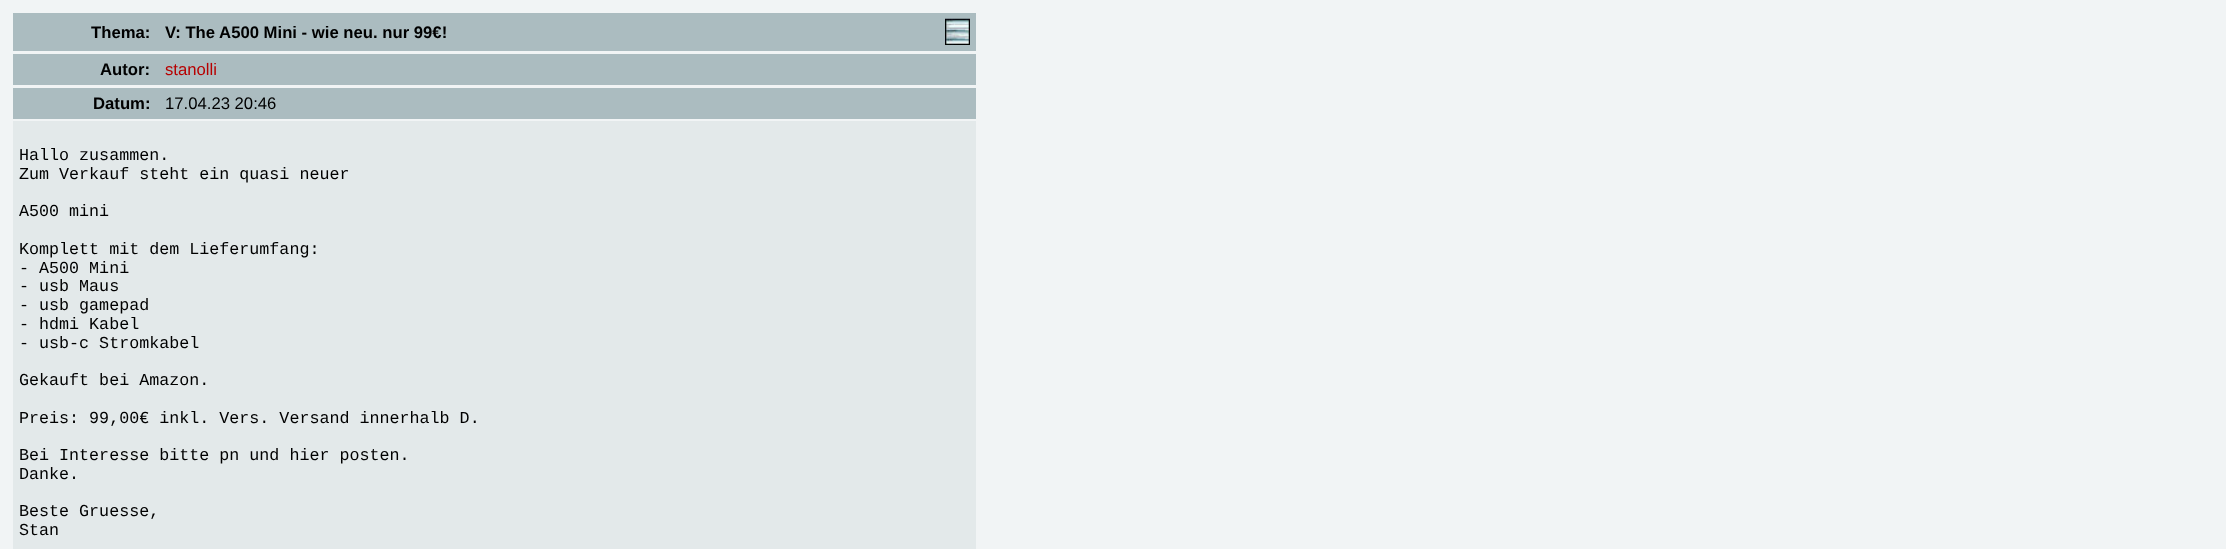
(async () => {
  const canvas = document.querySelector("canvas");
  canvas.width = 2226;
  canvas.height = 549;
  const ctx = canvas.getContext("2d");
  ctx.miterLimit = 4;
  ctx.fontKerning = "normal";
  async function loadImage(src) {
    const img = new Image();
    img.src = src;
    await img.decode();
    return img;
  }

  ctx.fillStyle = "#f1f4f5";
  ctx.fillRect(0, 0, 2226, 549);
  ctx.fillStyle = "#abbcc0";
  ctx.fillRect(13, 13, 963, 38);
  ctx.drawImage(await loadImage("img/1.png"), 945, 18, 25, 27);
  for (const [x, y, w, h, color] of [
    [13, 54, 963, 31, "#abbcc0"],
    [13, 88, 963, 31, "#abbcc0"],
    [13, 121, 963, 428, "#e3e9ea"],
  ]) {
    ctx.fillStyle = color;
    ctx.fillRect(x, y, w, h);
  }
  ctx.font = "bold 16.7px Liberation Sans";
  ctx.fillStyle = "#000000";
  for (const [text, x, y] of [
    ["Thema:", 91, 38],
    ["V: The A500 Mini - wie neu. nur 99€!", 165, 38],
    ["Autor:", 100, 75],
  ]) {
    ctx.fillText(text, x, y);
  }
  ctx.font = "16.7px Liberation Sans";
  ctx.fillStyle = "#b70000";
  ctx.fillText("stanolli", 165, 75);
  ctx.font = "bold 16.7px Liberation Sans";
  ctx.fillStyle = "#000000";
  ctx.fillText("Datum:", 93, 109);
  ctx.font = "16.7px Liberation Sans";
  ctx.fillText("17.04.23 20:46", 165, 109);
  ctx.font = "16.7px Liberation Mono";
  for (const [text, x, y] of [
    ["Hallo zusammen.", 19, 160],
    ["Zum Verkauf steht ein quasi neuer", 19, 179],
    ["A500 mini", 19, 216],
    ["Komplett mit dem Lieferumfang:", 19, 254],
    ["- A500 Mini", 19, 273],
    ["- usb Maus", 19, 291],
    ["- usb gamepad", 19, 310],
    ["- hdmi Kabel", 19, 329],
    ["- usb-c Stromkabel", 19, 348],
    ["Gekauft bei Amazon.", 19, 385],
    ["Preis: 99,00€ inkl. Vers. Versand innerhalb D.", 19, 423],
    ["Bei Interesse bitte pn und hier posten.", 19, 460],
    ["Danke.", 19, 479],
    ["Beste Gruesse,", 19, 516],
    ["Stan", 19, 535],
  ]) {
    ctx.fillText(text, x, y);
  }
})();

__Exercise aim__:
Report every line from the listing above where the string "async" can be found.

__Task answer__:
(async () => {
  async function loadImage(src) {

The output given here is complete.